La fondation Mansart et le château-business
Jacques Garcia, visiblement très réputé et influent, est par ailleurs membre du CA de la Fondation Mansart, une association qui entend « préserver et faire vivre des patrimoines de grand intérêt, qu’ils soient historiques ou contemporains : sites naturels et paysagers, sites historiques ou architecturaux, collections et musées ». Bien entendu, « la première volonté de la fondation est de préserver le patrimoine de façon durable afin de transmettre aux générations futures des biens de qualité et conservés dans leur intégrité ». Sont justement invités à la soirée Alexis Robin, Directeur Général de la Fondation Mansart, mais aussi collaborateur du sénateur LR d’Eure-et-Loir Albéric de Montgolfier. M. Robin est également adjoint au maire LR de Maintenon, en charge du patrimoine. Il y a aussi Audrey de Montgolfier, la fille de monsieur le sénateur. Elle travaille à la fondation et écrit des romans afin de faire vivre un peu plus la mémoire des vieux châteaux oubliés comme ceux de Bagatelle et de Maintenon. Notons d’ailleurs que depuis 2019 le président de la fondation Mansart n’est autre qu’Albéric de Montgolfier lui-même qui, en tant que châtelain dans le sud de la France, est depuis longtemps sensibilisé aux difficultés rencontrées par les amoureux du patrimoine.

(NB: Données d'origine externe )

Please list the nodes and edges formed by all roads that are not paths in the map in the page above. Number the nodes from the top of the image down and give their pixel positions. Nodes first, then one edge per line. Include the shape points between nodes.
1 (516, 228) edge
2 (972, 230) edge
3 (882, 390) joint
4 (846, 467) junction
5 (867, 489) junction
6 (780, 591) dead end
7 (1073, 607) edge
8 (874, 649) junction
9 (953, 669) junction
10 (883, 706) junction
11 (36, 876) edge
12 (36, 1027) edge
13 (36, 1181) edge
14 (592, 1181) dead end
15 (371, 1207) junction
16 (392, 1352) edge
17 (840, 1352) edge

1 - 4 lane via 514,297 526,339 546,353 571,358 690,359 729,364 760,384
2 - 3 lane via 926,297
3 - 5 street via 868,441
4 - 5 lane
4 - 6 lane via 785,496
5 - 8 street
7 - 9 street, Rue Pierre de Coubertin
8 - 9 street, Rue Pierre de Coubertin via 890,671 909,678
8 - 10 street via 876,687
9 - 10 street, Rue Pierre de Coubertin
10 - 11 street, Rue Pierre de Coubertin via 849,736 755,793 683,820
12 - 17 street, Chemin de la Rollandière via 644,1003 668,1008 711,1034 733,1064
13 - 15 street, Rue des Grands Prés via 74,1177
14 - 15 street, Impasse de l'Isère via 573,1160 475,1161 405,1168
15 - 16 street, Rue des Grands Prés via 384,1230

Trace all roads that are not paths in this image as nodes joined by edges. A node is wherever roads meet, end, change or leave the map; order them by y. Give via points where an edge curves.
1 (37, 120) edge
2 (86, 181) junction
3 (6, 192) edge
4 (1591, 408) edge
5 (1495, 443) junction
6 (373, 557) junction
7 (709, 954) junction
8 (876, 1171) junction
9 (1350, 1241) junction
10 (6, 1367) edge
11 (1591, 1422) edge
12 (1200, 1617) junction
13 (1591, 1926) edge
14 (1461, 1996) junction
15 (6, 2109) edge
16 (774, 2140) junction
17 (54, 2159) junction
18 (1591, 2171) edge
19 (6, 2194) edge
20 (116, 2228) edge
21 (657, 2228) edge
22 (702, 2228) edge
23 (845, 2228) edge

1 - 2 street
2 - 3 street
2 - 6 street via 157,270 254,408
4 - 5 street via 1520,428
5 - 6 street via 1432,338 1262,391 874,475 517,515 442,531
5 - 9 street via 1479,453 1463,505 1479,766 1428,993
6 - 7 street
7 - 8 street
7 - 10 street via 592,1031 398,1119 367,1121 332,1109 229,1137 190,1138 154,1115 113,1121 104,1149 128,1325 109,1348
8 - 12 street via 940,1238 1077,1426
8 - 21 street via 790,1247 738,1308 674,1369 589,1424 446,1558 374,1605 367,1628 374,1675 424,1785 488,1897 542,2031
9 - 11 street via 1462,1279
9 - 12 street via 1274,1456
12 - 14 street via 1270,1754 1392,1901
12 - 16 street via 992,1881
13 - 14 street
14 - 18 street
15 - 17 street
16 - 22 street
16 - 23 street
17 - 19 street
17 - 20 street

La présence en force d’autant de membres de la fondation Mansart n’est pas un hasard, c’est toute une conception de la sauvegarde du patrimoine qui est ainsi mise en avant. En 1983, les propriétaires du Château de Maintenon en Eure-et-Loir lèguent le bâtiment et les terrains à une associations qu’ils créent et qui deviendra la fondation Mansart. Cette dernière cède en 2005 au Conseil Départemental d’Eure-et-Loir (CD28) la gestion, l’entretien, l’exploitation et l’animation du Château. A l’époque, le président du CD28 est… Albéric de Montgolfier. A noter qu’un terrain de golf a été crée en 1988 dans une partie du parc de la propriété, revendu depuis 2019 à un investisseur chinois. Parallèlement, à partir de 2012, un projet d’hôtel quatre étoiles voit le jour dans une autre partie du parc, immédiatement accolée au château et tout proche du terrain de golf. C’est Jean-Marc de Margerie, passé par un école suisse d’hôtellerie, issu du groupe Taittinger et ancien gestionnaire de palaces parisiens, qui investit dans ce projet ambitieux qui mettra quelques années à se réaliser et fera couler pas mal d’encre, notamment à cause du recours à une boîte bulgare pour comprimer les dépenses du chantier, boîte indélicate qui n’honorait ni salaires ni locations de logement pour les ouvriers. Notons aussi que la rénovation des écuries du château qui sont intégrées en partie au projet hôtelier avait suscité l’émotion de l’architecte des bâtiments de France, mais bon, tout était rentrée dans l’ordre rapidement. Retenez bien ce schéma de fonctionnement mêlant conservation du patrimoine avec le soutien de la puissance publique et la diversification du business autour du château, cette fois par des acteurs du privé, c’est important pour la suite…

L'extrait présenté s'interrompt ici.